Your reply should be one number: how many lines of the records below contain the string "node".

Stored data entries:

☆ ☆ ☆ ☆ ☆

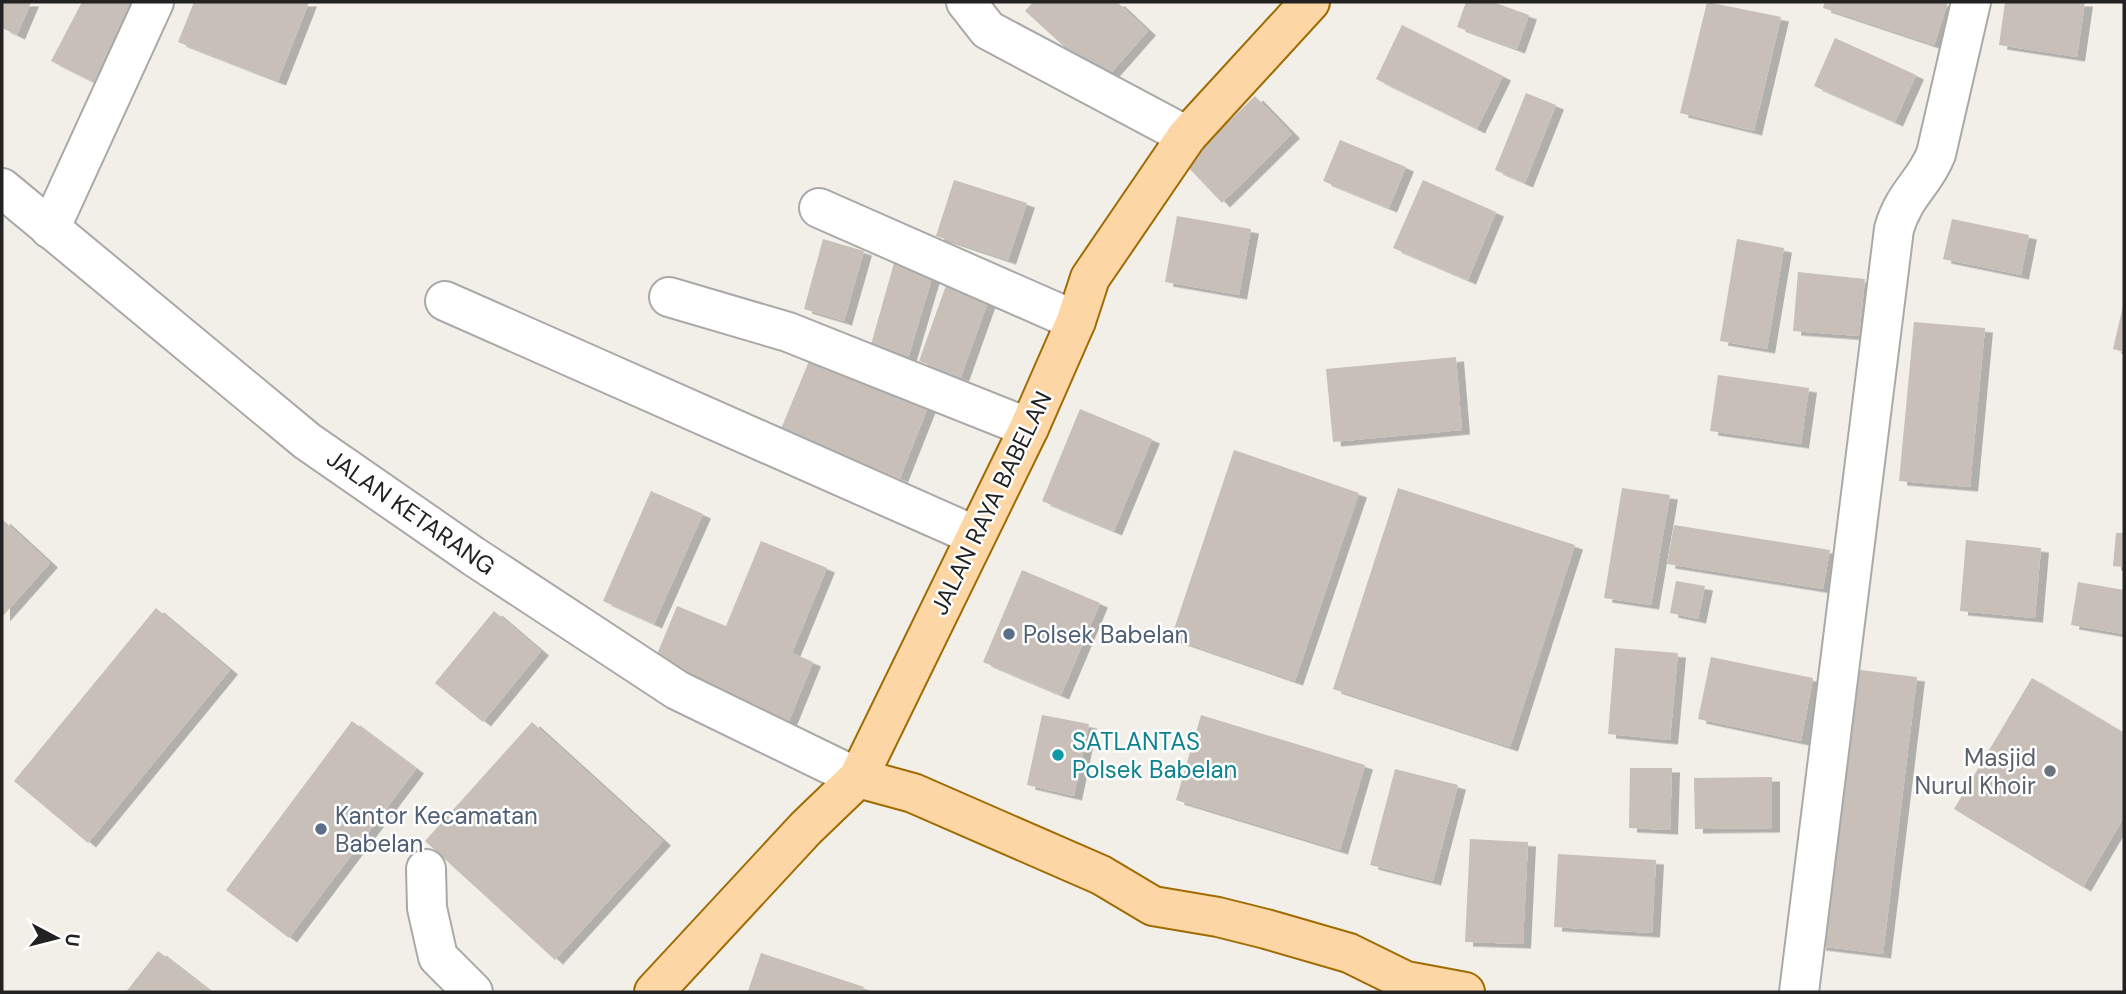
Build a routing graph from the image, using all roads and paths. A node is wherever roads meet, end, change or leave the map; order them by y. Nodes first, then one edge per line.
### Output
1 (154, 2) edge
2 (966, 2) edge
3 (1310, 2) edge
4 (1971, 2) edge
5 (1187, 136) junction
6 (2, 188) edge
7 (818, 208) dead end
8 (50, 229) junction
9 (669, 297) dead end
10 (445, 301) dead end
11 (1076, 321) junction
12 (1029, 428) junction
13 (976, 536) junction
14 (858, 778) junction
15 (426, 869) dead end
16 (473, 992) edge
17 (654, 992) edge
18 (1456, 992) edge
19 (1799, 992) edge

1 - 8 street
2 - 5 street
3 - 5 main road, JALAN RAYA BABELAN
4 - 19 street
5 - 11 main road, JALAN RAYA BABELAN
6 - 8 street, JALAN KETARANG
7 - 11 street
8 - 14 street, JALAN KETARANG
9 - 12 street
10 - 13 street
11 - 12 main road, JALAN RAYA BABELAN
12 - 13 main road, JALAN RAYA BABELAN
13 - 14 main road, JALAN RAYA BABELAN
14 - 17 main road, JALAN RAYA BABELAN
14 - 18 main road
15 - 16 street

☆ ☆ ☆ ☆ ☆

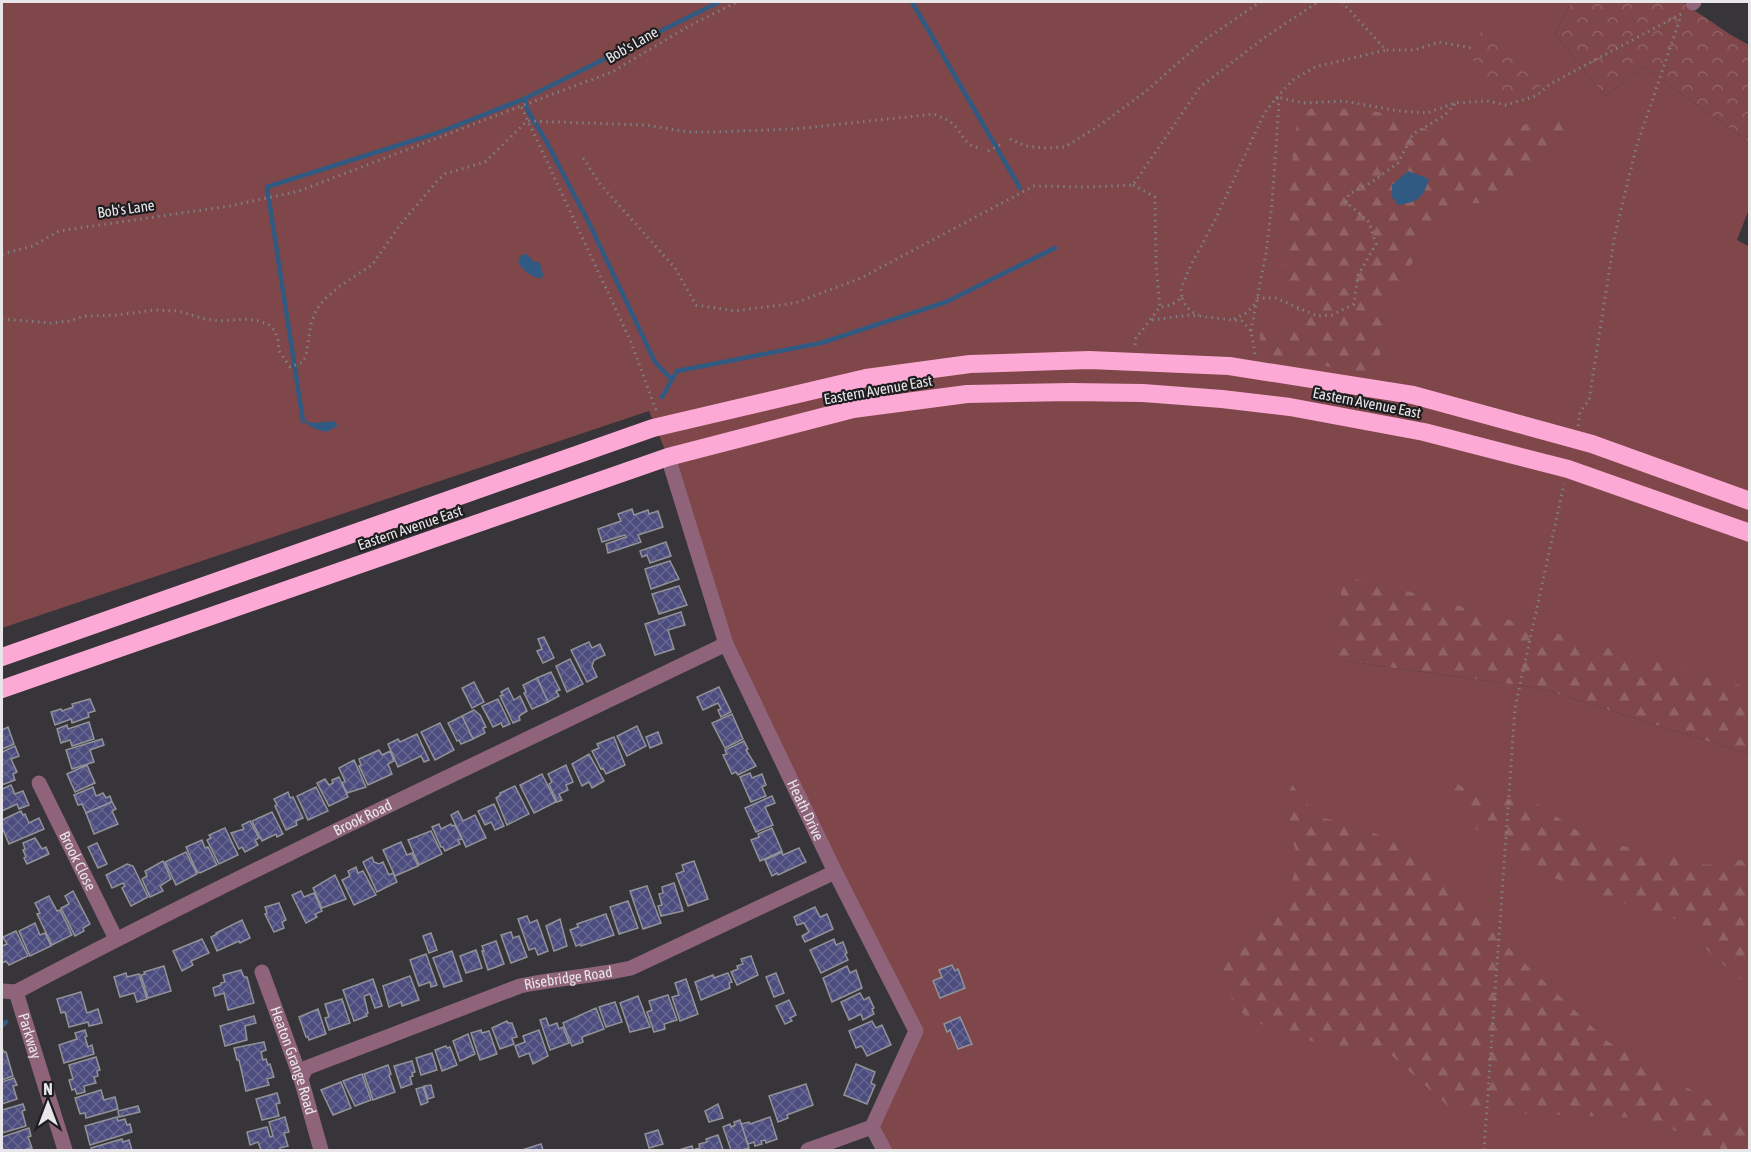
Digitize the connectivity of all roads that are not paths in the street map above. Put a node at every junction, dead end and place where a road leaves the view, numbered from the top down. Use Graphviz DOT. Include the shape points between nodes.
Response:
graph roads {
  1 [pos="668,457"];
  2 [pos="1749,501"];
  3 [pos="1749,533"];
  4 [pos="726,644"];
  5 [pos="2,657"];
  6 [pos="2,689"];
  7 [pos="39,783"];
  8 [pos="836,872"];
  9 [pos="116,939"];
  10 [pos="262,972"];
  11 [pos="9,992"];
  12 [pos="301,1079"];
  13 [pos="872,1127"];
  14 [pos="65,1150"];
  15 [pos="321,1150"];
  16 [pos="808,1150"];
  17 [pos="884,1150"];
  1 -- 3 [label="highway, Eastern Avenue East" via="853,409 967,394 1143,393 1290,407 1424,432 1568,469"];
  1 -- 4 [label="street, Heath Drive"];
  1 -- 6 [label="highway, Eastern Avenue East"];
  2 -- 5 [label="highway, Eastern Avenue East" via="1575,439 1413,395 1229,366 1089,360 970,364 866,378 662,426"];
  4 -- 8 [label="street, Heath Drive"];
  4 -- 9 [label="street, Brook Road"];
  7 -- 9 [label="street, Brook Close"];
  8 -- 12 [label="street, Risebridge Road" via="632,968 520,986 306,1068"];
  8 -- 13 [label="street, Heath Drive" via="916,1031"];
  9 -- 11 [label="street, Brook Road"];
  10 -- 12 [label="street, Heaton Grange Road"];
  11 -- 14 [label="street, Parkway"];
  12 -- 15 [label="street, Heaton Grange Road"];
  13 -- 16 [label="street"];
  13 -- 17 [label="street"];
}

☆ ☆ ☆ ☆ ☆

→ RESULT BELOW: 2